Kefir—more specifically, kefir made with organic, full-fat, grass-fed milk—is best described as a non-sweet drinking yoghurt, perhaps a little similar to buttermilk in its consistency. It’s just one example of potentially “good” dairy, and it’s easily one of the most Paleo-friendly if you’re willing to open your mind a little to the dairy-in-Paleo proposition. For one thing, its production through fermentation renders it less likely to set off lactose intolerant responses than most dairy products. Fermenting milk leads to the lactose in it being consumed by beneficial bacteria. In other words, there are barely any sugars left in it to trigger lactose intolerance—or insulin responses, for that matter.
It’s actually possible to make highly Paleo-friendly kefir, as this indicates. Kefir that’s been fermented longer, for example, will not only have fewer sugars left in it but will also have more good bacteria for your gut. Furthermore, selecting the right milk to ferment can actually reduce the risk of casein intolerance… and possibly even cancer.
Which type of dairy were those studies talking about?
Earlier we suggested that it would be unfair to treat all dairy equally. It’s because there really are different kinds of dairy: you can get cow’s milk, sheep’s milk, goat’s milk, organic, inorganic, grass-fed, feed-raised, and so on.
This should tell you that you need to think twice before immediately writing off all dairy based on just a few studies—and ones that still need to be supplemented and confirmed heavily by further research, by the way, before any hard and fast conclusions can be drawn from them. What dairy did they use in the tests? What other factors might have affected results? What was the margin of error? What justification is there for pronouncing the observations drawn from the study as being universally applicable to all dairy types?
This isn’t to say that whatever conclusions drawn from the studies cited by those against dairy are invalid.

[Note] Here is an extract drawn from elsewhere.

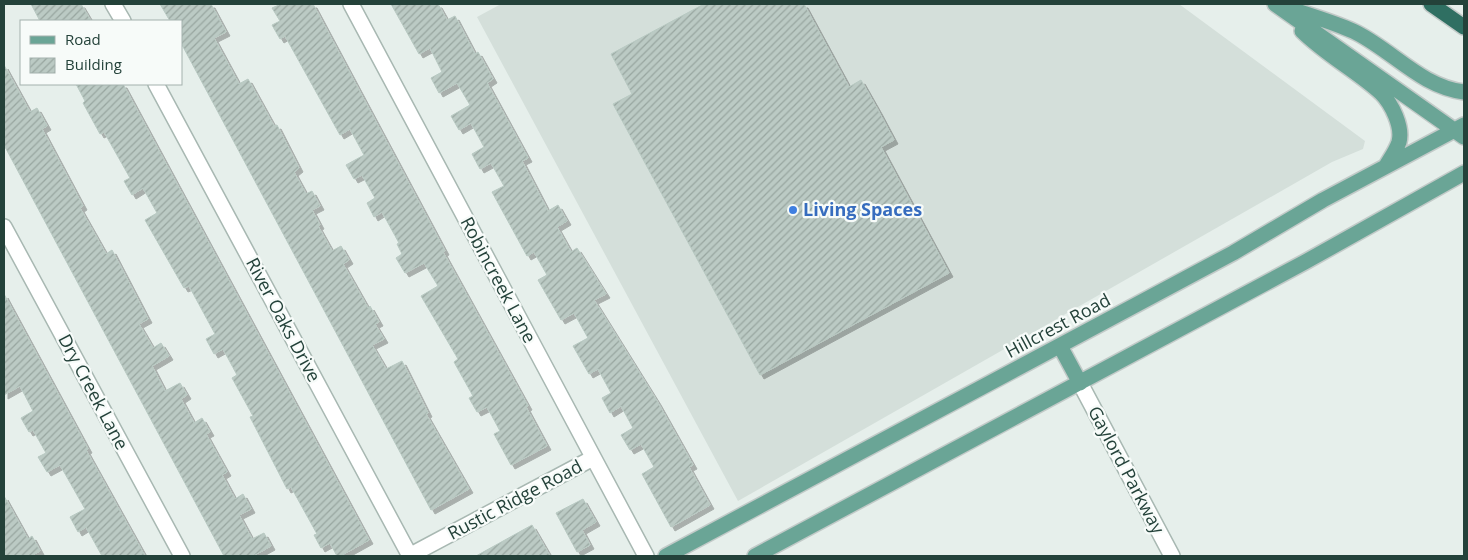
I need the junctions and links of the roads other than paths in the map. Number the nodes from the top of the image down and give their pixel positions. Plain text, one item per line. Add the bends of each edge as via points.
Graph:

But this isn’t to say they’re universally valid either.
Generally, the best dairy comes from organically raised animals that are grass-fed and pasture-raised. Even hardcore thought leaders in Paleo eating—Robb Wolf, for example—cite it as an example of dairy packed with nutrients. Chemical analyses of this type of cow’s milk, for instance, show that it not only boasts Omega-3 fatty acids and saturated fats that are good for your heart but also contains conjugated linoleic acid. Never heard of it? It’s an anti-carcinogen.

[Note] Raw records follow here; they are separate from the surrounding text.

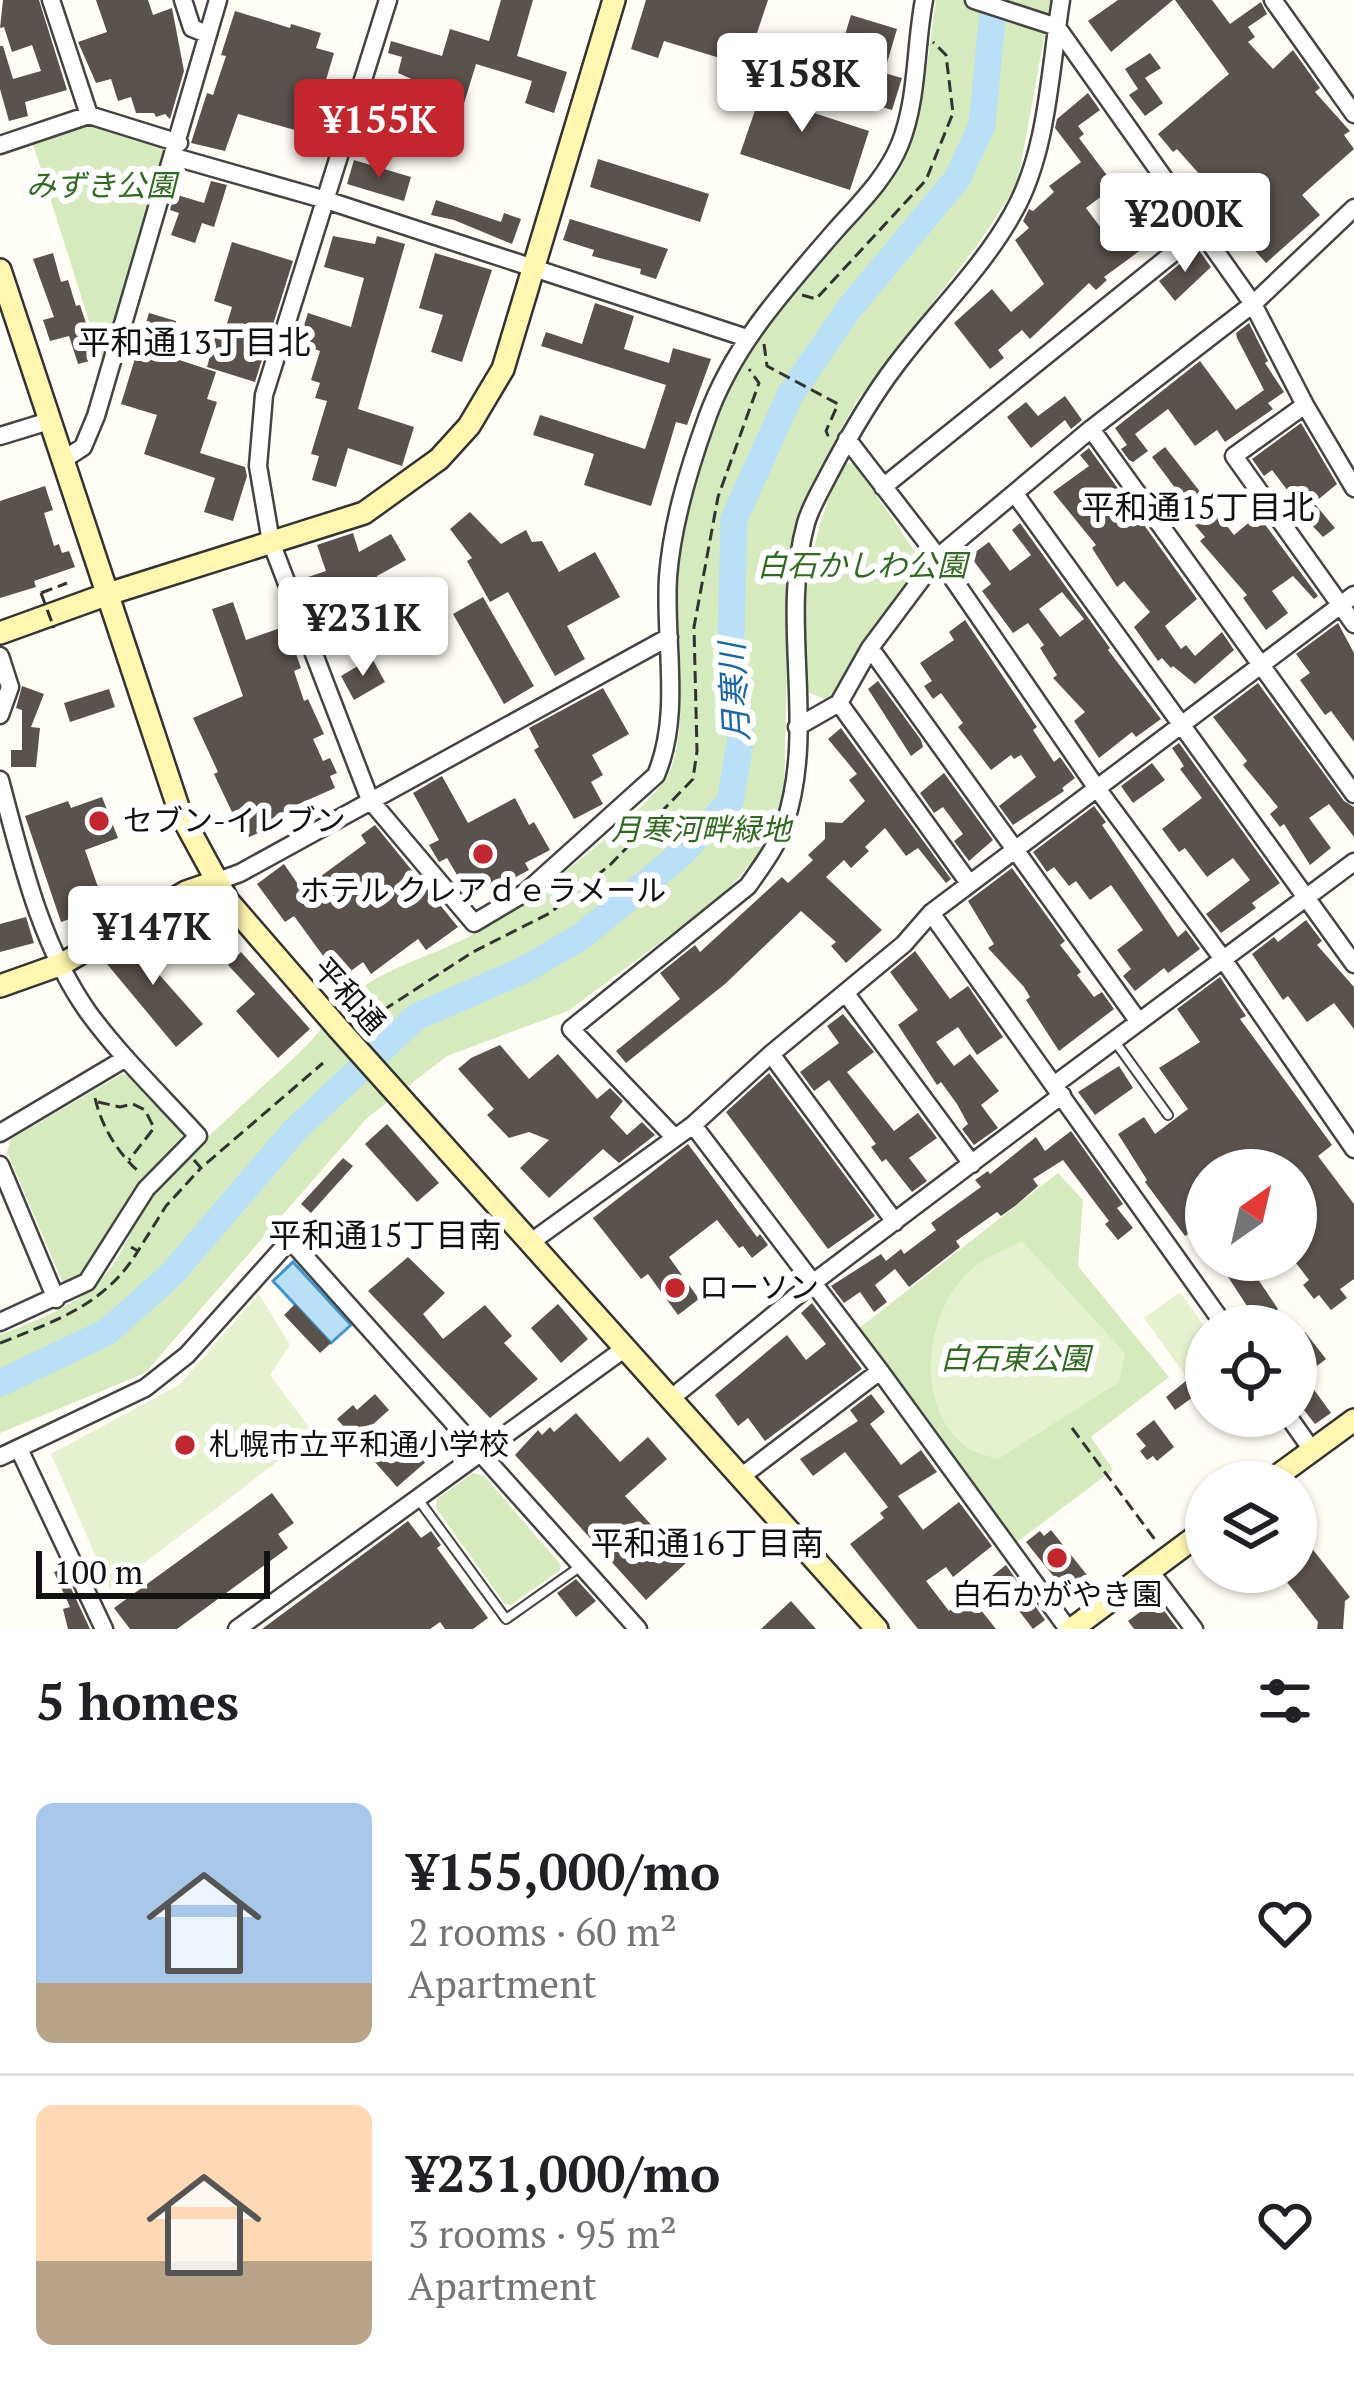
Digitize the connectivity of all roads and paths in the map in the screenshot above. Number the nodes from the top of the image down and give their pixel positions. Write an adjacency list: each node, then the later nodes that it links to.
1 (50, 0): 13 (street)
2 (183, 0): 11 (street)
3 (218, 0): 11 (street)
4 (388, 0): 16 (street)
5 (614, 0): 20 (street)
6 (924, 0): 22 (street)
7 (974, 0): 10 (street)
8 (1060, 0): 10 (street)
9 (1274, 0): 12 (street)
10 (1057, 27): 18 (street); 28 (street)
11 (207, 34): 15 (street)
12 (1354, 114)
13 (88, 115): 14 (street); 15 (street)
14 (0, 145)
15 (177, 150): 16 (street); 29 (street)
16 (326, 200): 20 (street); 34 (street)
17 (1354, 208): 21 (street)
18 (1203, 229): 21 (street); 31 (street)
19 (0, 270): 25 (street, 平和通)
20 (534, 271): 22 (street); 34 (street)
21 (1253, 304): 24 (street); 26 (street)
22 (742, 345): 42 (street); 65 (path)
23 (767, 366): 30 (path)
24 (1305, 405): 32 (street); 38 (street)
25 (49, 421): 27 (street); 29 (street, 平和通)
26 (1091, 429): 33 (street); 45 (street)
27 (0, 436)
28 (847, 439): 30 (street); 31 (street)
29 (63, 460): 37 (street, 平和通)
30 (837, 460): 49 (street)
31 (883, 488): 35 (street)
32 (1354, 488)
33 (1016, 494): 35 (street); 48 (street)
34 (271, 542): 37 (street); 53 (street)
35 (938, 557): 43 (street); 51 (street)
36 (68, 583): 40 (path, bridge)
37 (108, 594): 41 (street); 56 (street, 平和通)
38 (1347, 600): 39 (street); 45 (street)
39 (1354, 624)
40 (54, 628)
41 (0, 633)
42 (669, 637): 53 (street); 53 (street)
43 (870, 648): 46 (street); 54 (street)
44 (0, 656): 47 (street)
45 (1260, 665): 48 (street); 52 (street)
46 (839, 704): 49 (street); 57 (street)
47 (0, 715)
48 (1180, 724): 51 (street); 58 (street)
49 (797, 727): 77 (street)
50 (0, 780): 61 (street)
51 (1096, 787): 54 (street); 60 (street)
52 (1354, 794)
53 (370, 800): 56 (street)
54 (1012, 850): 57 (street); 66 (street)
55 (1354, 862): 58 (street)
56 (215, 882): 61 (street); 87 (street, 平和通, bridge)
57 (969, 883): 59 (street)
58 (1307, 897): 60 (street); 62 (street)
59 (931, 913): 64 (street); 72 (street)
60 (1223, 959): 66 (street); 78 (street)
61 (62, 964): 63 (street); 69 (street)
62 (1354, 964)
63 (0, 986)
64 (847, 994): 68 (street); 81 (street)
65 (368, 1020)
66 (1139, 1022): 67 (street)
67 (1114, 1040): 72 (street); 74 (lane)
68 (771, 1054): 75 (street); 85 (street)
69 (126, 1058): 71 (street); 79 (street)
70 (323, 1063): 83 (path)
71 (92, 1078): 73 (path); 76 (street)
72 (1058, 1090): 81 (street); 90 (street)
73 (95, 1101): 80 (path); 80 (path)
74 (1168, 1115)
75 (693, 1125): 77 (street); 88 (street)
76 (0, 1133)
77 (675, 1138): 87 (street)
78 (1354, 1149)
79 (184, 1150): 83 (path); 84 (street)
80 (128, 1162): 84 (path)
81 (972, 1164): 85 (street)
82 (0, 1165): 89 (street)
83 (201, 1168): 86 (path)
84 (156, 1179): 86 (street)
85 (895, 1222): 88 (street)
86 (116, 1240): 89 (street)
87 (531, 1242): 92 (street, 平和通)
88 (814, 1282): 93 (street); 94 (street)
89 (56, 1299): 91 (street)
90 (1210, 1305)
91 (0, 1322)
92 (624, 1349): 94 (street, 平和通); 100 (street)
93 (880, 1372): 103 (street); 112 (street)
94 (669, 1400): 103 (street, 平和通)
95 (1354, 1420): 99 (street)
96 (1072, 1428): 106 (path)
97 (1303, 1437): 99 (street)
98 (19, 1450): 100 (street); 101 (street); 108 (street)
99 (1312, 1450): 102 (street)
100 (480, 1453): 104 (street); 107 (street)
101 (0, 1457)
102 (1297, 1461)
103 (742, 1476): 111 (street, 平和通)
104 (417, 1498): 107 (lane); 109 (street)
105 (1185, 1545): 106 (street)
106 (1159, 1564): 112 (street); 113 (street)
107 (581, 1566): 110 (street)
108 (104, 1629)
109 (237, 1629)
110 (638, 1629)
111 (877, 1629)
112 (1070, 1629)
113 (1194, 1629)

Some types of cow’s milk have also been found to contain a different type of casein from the more common A1 variety. Preliminary studies are indicating that this other casein—the less common type—may be less likely to trigger symptoms of intolerance in human drinkers.
So is it good or bad?
The real question, if we get right down to it, is whether a particular type of dairy is good or bad for you.
If you ask any doctor about it, most foods (and diets) have to be taken on a let’s-see-what-works provisional basis. Inflexibility isn’t a good strategy for survival, after all. This means that even if you’re following a particular diet, others’ prescriptions for it aren’t always the ultimate word on whether you have to eat or ditch a particular food. Yes, general rules are useful, as are statistics. But it’s the particulars that always count for more.

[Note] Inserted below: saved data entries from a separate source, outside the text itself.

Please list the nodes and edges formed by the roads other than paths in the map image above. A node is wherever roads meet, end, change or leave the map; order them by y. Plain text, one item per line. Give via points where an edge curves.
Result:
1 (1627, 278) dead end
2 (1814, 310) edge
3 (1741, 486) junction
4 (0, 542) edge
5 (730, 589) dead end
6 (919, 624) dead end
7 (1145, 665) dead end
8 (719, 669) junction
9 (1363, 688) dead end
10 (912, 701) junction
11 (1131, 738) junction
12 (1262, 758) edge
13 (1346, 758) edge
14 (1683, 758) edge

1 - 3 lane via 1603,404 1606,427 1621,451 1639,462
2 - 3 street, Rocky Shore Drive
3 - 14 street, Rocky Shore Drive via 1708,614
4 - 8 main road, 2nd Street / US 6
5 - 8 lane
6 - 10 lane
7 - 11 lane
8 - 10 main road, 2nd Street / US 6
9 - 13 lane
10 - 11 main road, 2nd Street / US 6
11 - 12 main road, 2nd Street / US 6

By all accounts, kefir made with grass-fed, organic and pasture-raised milk stands to benefit you more than it stands to harm you. Still, don’t take my word as the final one on it. Try some kefir yourself using the dairy specified above and monitor your health to see if it agrees with you. Most people are surprised by how well it works for them when they make the conscious choice to consume only healthy, high-quality dairy even when doing Paleo, so you may well find yourself astonished by how good something previously thought bad can make you feel.